Andreas emula il compagno di Davis e viene eliminato. Avrebbe dovuto vincere in due set contro Blake. Michele Fimiani
Dopo Filippo Volandri agli Internazionali d’Italia esce di scena anche Andreas Seppi, battuto dall’americano James Blake col punteggio di 7-6(5) 3-6 6-1 in una partita che l’altoatesino poteva vincere senza grossi problemi. Se infatti la classifica dice che l’americano è il numero 8 del ranking e conseguentemente si presentava a questo match come favorito, su questo tipo di superficie Blake non è mai riuscito ad esprimersi ad alti livelli non potendo sfruttare l’esplosività dei suoi colpi, micidiali sul cemento. La sconfitta di Seppi ha molto in comune con quella subita ieri da Volandri, in quanto anche Andreas come Filippo avrebbe potuto vincere il match in due comodi set se solo avesse giocato con più attenzione i punti decisivi della prima frazione, nella quale il suo avversario non ha fatto niente se non sfruttare gli errori del nostro tennista e imporsi al tie break.
Analogo a quello di Volandri anche il crollo nel terzo e decisivo set, durante il quale Andreas si è fatto dominare in lungo e in largo dal suo antagonista.
E infine, ultima analogia con la disfatta del livornese Filippo, anche quest’oggi sul centrale del Foro Italico il pubblico ha assistito ad una partita veramente scadente; il numero di errori gratuiti è stato di gran lunga superiore a quello dei colpi vincenti, con Seppi che ha tirato in rete una quantità innumerevole di dritti. Ieri gli spettatori romani hanno abbandonato Volandri durante la sua partita, oggi sono rimasti tutti al loro posto fino alla fine, ma forse solo perché dopo il match di Seppi sarebbe sceso in campo Nadal…

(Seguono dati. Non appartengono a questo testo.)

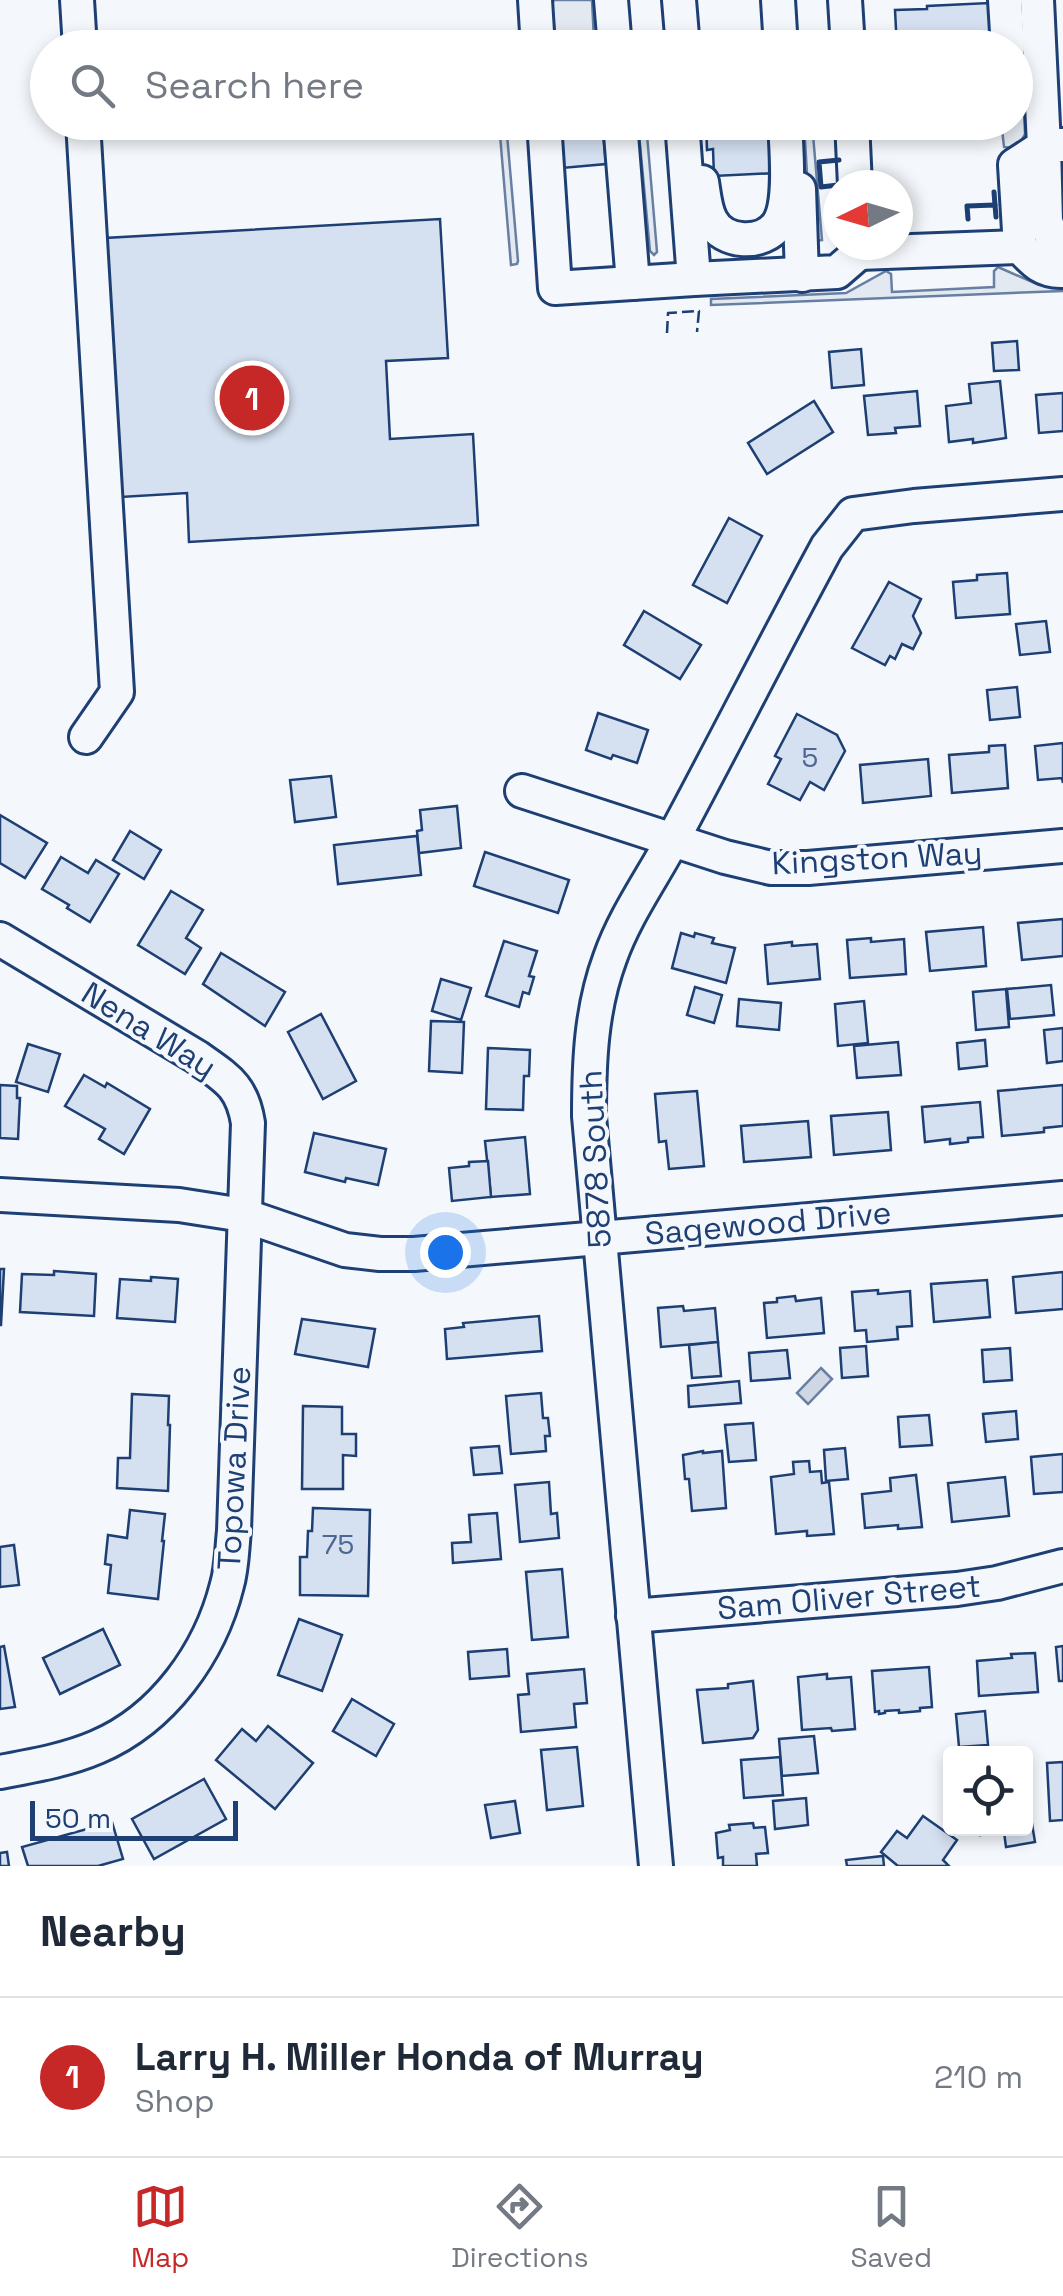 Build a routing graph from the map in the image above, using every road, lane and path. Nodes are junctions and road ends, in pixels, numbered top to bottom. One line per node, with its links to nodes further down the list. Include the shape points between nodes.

Come già detto i rimpianti per Andreas arrivano soprattutto per un primo set durante il quale Blake è apparso davvero in difficoltà, ma l’azzurro non è mai riuscito a sfruttare le esitazioni del suo avversario. Anche tatticamente Seppi, che oggi esibiva una maglietta verde perfettamente in tinta con i tabelloni pubblicitari del centrale, è sembrato piuttosto confuso; ha cercato con troppa poca insistenza il rovescio dell’americano, non ha quasi mai seguito a rete ottimi attacchi e si è spesso impelagato in palleggi dritto contro dritto che quasi sempre l’hanno visto soccombere.
Da rivedere anche la seconda palla di servizio (disastroso il rendimento nel primo set, solo il 25% di punti conquistati) e le tecniche di spostamento; come il suo coach Sartori ha rivelato al nostro Roberto Commentucci, dopo 6 mesi di gare sul cemento, Seppi sta avendo molta difficoltà a riabituarsi al gioco sulla terra rossa.
Rimane comunque il rammarico per una sconfitta che vedendo il Blake di oggi forse era proprio evitabile; cercando maggior regolarità l’azzurro avrebbe potuto portare a casa il match abbastanza tranquillamente, proprio come è successo nel secondo set quando Seppi ha sbagliato meno e ha conquistato senza problemi la frazione.
L’illusione è però durata poco, visto che Blake nel terzo set ha preso in mano il pallino del gioco, cominciando a scendere a rete più frequentemente, e ha chiuso senza problemi il parziale col punteggio di 6-1. Eloquente lo sguardo di Seppi, che all’ennesima risposta vincente del suo avversario sul 4-1 ha guardato sconsolato il suo angolo quasi non sapesse più cosa fare.
Altra delusione quindi per il pubblico romano che vede uscire di scena un altro componente della truppa italiana; un pubblico forse troppo tiepido e ancora un po’ maleducato. Assolutamente da bandire infatti i fischi della folla ogni qual volta l’avversario di un azzurro chiede al giudice di sedia di controllare il segno della palla.
Per il momento sembra che l’unico italiano capace di scaldare i cuori dei “tifosi” del foro italico sia Simone Bolelli, considerato forse dagli aficionados una ventata di novità per il panorama tennistico italiano; su di lui sono riposte le speranze di rivedere un azzurro ai vertici del tennis mondiale.